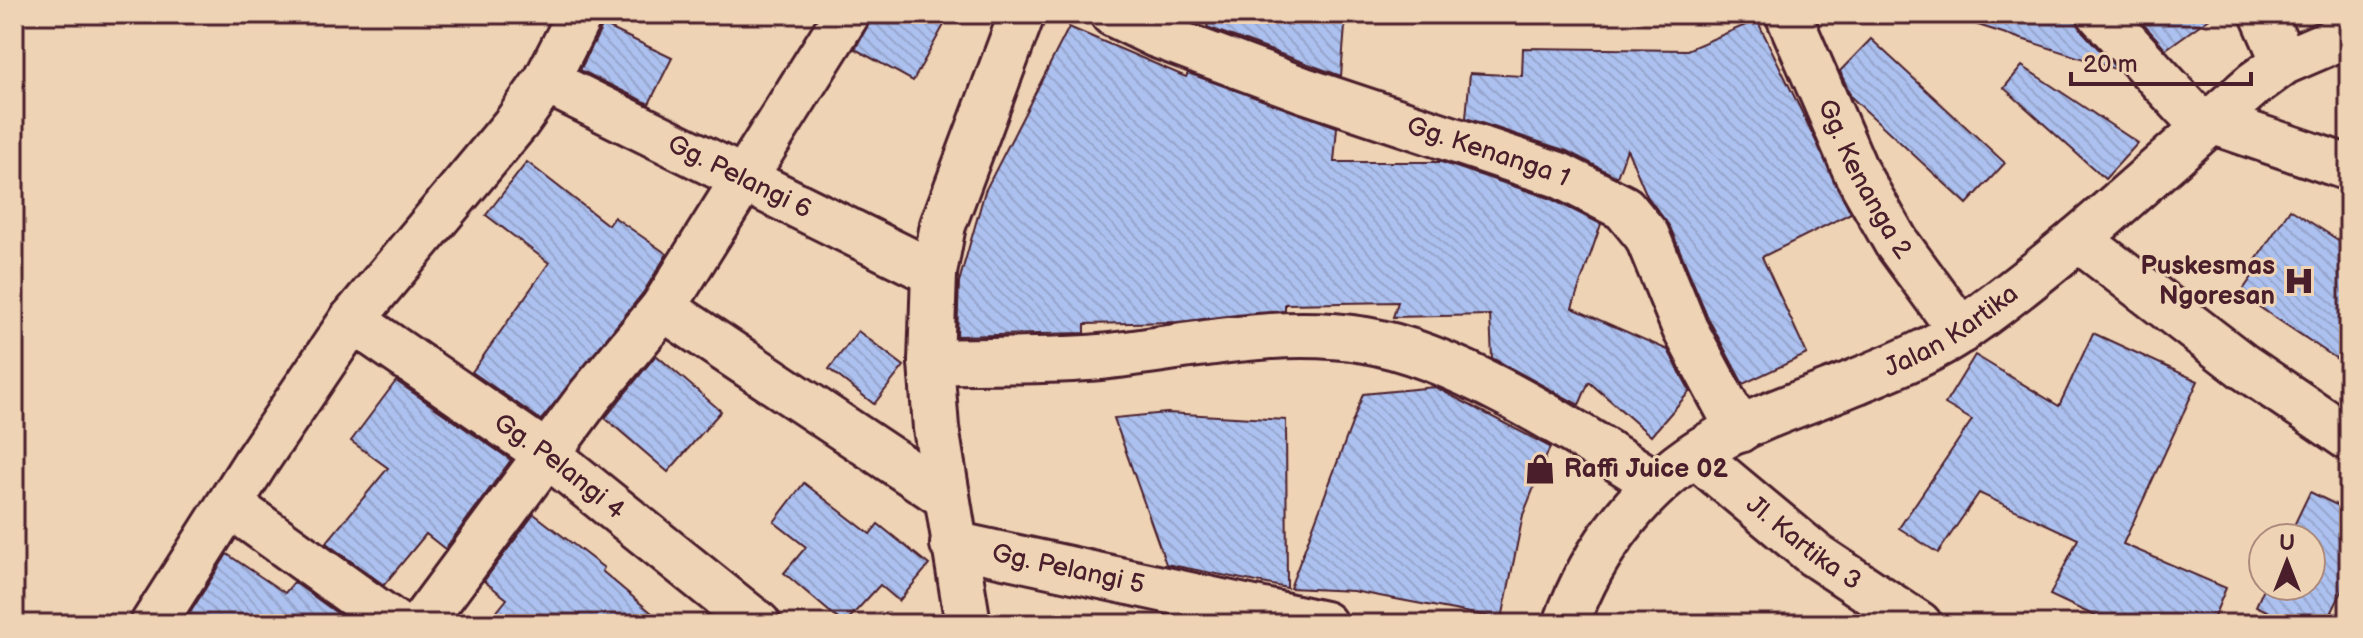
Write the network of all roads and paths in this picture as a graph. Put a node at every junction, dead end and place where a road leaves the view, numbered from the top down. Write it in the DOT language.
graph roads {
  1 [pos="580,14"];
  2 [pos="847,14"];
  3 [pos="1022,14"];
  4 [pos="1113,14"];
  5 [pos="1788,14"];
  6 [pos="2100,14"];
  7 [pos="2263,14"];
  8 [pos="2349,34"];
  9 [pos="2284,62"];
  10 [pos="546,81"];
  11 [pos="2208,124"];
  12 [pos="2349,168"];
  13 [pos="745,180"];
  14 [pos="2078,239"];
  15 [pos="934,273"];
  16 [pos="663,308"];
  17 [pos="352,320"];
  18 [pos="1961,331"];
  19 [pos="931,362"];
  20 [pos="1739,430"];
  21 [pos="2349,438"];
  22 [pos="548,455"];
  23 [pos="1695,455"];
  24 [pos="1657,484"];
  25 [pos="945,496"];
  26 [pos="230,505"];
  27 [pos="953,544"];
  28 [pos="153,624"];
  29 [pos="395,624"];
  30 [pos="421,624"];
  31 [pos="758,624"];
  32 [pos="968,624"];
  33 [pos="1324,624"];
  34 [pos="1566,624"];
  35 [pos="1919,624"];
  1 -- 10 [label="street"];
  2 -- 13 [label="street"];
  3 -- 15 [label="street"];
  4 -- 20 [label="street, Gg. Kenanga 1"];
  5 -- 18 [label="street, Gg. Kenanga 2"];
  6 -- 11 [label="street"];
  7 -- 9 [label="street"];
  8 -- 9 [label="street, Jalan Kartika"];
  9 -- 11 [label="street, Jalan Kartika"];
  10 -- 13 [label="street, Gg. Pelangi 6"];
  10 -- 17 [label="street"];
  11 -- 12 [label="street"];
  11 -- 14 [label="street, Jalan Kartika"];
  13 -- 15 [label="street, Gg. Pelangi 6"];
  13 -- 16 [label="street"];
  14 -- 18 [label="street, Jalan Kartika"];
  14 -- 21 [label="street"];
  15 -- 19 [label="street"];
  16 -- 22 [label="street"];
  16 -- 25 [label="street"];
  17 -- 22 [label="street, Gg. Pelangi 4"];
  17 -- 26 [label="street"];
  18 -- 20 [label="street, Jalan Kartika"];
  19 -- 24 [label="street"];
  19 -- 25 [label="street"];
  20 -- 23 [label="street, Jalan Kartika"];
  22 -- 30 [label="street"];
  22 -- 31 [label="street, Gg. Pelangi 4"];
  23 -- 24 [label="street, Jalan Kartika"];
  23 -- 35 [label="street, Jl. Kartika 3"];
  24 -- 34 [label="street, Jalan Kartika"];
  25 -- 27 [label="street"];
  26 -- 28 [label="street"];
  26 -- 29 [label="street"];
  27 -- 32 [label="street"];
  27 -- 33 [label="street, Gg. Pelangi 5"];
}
_ _ _
### BRIEF
Please print all of the records above exactly, omitting each picture.

### REPLY
Write the network of all roads and paths in this picture as a graph. Put a node at every junction, dead end and place where a road leaves the view, numbered from the top down. Write it in the DOT language.
graph roads {
  1 [pos="580,14"];
  2 [pos="847,14"];
  3 [pos="1022,14"];
  4 [pos="1113,14"];
  5 [pos="1788,14"];
  6 [pos="2100,14"];
  7 [pos="2263,14"];
  8 [pos="2349,34"];
  9 [pos="2284,62"];
  10 [pos="546,81"];
  11 [pos="2208,124"];
  12 [pos="2349,168"];
  13 [pos="745,180"];
  14 [pos="2078,239"];
  15 [pos="934,273"];
  16 [pos="663,308"];
  17 [pos="352,320"];
  18 [pos="1961,331"];
  19 [pos="931,362"];
  20 [pos="1739,430"];
  21 [pos="2349,438"];
  22 [pos="548,455"];
  23 [pos="1695,455"];
  24 [pos="1657,484"];
  25 [pos="945,496"];
  26 [pos="230,505"];
  27 [pos="953,544"];
  28 [pos="153,624"];
  29 [pos="395,624"];
  30 [pos="421,624"];
  31 [pos="758,624"];
  32 [pos="968,624"];
  33 [pos="1324,624"];
  34 [pos="1566,624"];
  35 [pos="1919,624"];
  1 -- 10 [label="street"];
  2 -- 13 [label="street"];
  3 -- 15 [label="street"];
  4 -- 20 [label="street, Gg. Kenanga 1"];
  5 -- 18 [label="street, Gg. Kenanga 2"];
  6 -- 11 [label="street"];
  7 -- 9 [label="street"];
  8 -- 9 [label="street, Jalan Kartika"];
  9 -- 11 [label="street, Jalan Kartika"];
  10 -- 13 [label="street, Gg. Pelangi 6"];
  10 -- 17 [label="street"];
  11 -- 12 [label="street"];
  11 -- 14 [label="street, Jalan Kartika"];
  13 -- 15 [label="street, Gg. Pelangi 6"];
  13 -- 16 [label="street"];
  14 -- 18 [label="street, Jalan Kartika"];
  14 -- 21 [label="street"];
  15 -- 19 [label="street"];
  16 -- 22 [label="street"];
  16 -- 25 [label="street"];
  17 -- 22 [label="street, Gg. Pelangi 4"];
  17 -- 26 [label="street"];
  18 -- 20 [label="street, Jalan Kartika"];
  19 -- 24 [label="street"];
  19 -- 25 [label="street"];
  20 -- 23 [label="street, Jalan Kartika"];
  22 -- 30 [label="street"];
  22 -- 31 [label="street, Gg. Pelangi 4"];
  23 -- 24 [label="street, Jalan Kartika"];
  23 -- 35 [label="street, Jl. Kartika 3"];
  24 -- 34 [label="street, Jalan Kartika"];
  25 -- 27 [label="street"];
  26 -- 28 [label="street"];
  26 -- 29 [label="street"];
  27 -- 32 [label="street"];
  27 -- 33 [label="street, Gg. Pelangi 5"];
}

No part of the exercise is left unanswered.